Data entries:

========================================================================

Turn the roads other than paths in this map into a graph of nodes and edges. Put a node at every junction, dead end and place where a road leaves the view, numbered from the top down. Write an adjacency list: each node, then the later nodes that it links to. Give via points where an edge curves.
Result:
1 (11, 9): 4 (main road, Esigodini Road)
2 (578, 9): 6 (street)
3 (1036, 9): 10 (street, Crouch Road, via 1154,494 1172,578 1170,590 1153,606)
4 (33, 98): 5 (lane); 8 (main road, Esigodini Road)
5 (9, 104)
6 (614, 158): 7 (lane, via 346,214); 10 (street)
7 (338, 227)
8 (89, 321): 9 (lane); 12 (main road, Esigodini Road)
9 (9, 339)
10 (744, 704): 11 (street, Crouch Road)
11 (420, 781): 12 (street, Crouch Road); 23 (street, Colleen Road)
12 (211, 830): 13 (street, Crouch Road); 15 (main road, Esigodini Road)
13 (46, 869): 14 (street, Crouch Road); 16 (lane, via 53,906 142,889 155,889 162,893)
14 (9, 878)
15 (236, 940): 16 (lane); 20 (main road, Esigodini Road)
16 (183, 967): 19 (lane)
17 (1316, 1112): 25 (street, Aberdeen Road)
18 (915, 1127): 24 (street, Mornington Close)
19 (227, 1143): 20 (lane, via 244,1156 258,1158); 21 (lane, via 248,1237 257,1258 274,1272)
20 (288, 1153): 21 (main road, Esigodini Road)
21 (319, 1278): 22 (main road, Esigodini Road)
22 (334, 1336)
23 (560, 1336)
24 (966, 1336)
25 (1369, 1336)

========================================================================

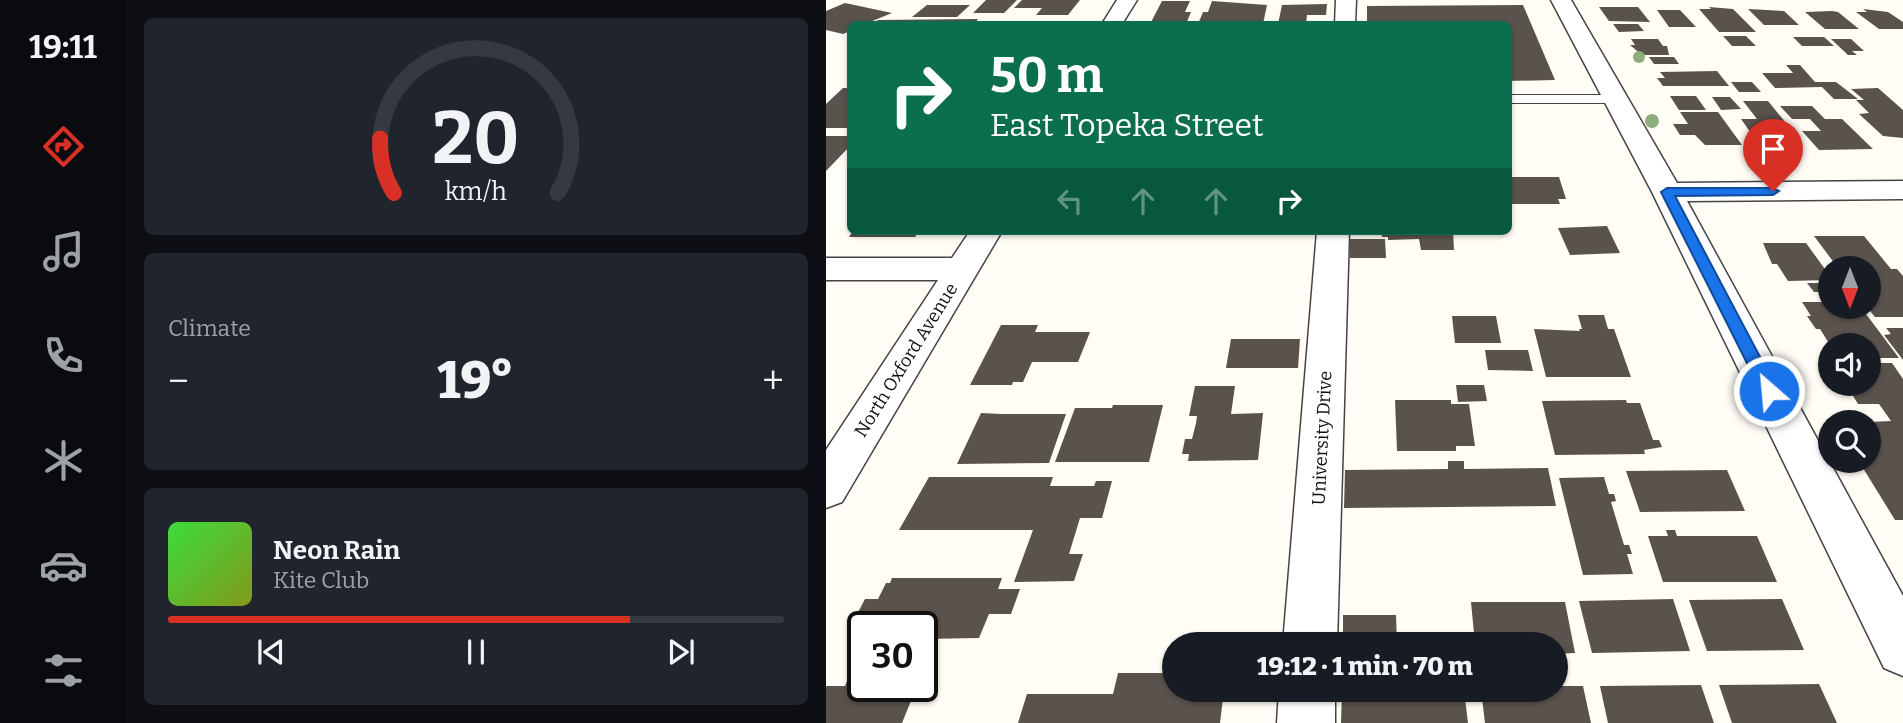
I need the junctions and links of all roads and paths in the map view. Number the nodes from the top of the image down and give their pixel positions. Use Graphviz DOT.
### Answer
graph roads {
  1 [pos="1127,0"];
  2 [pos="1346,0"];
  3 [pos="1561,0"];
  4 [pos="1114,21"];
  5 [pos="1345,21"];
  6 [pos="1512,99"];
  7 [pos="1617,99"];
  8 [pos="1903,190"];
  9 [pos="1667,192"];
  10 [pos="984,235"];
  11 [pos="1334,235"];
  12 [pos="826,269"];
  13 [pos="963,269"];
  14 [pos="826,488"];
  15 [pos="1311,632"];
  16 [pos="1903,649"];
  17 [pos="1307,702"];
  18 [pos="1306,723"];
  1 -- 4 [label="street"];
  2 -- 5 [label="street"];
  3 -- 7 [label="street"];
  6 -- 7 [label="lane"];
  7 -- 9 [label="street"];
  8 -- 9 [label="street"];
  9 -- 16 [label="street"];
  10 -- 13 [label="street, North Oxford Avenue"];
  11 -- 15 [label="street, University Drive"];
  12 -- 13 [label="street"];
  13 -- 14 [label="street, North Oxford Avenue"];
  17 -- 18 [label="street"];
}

========================================================================

Wherever the string "view" appears in the entries above, list that line.

◆ Solved exercise:
Turn the roads other than paths in this map into a graph of nodes and edges. Put a node at every junction, dead end and place where a road leaves the view, numbered from the top down. Write an adjacency list: each node, then the later nodes that it links to. Give via points where an edge curves.
I need the junctions and links of all roads and paths in the map view. Number the nodes from the top of the image down and give their pixel positions. Use Graphviz DOT.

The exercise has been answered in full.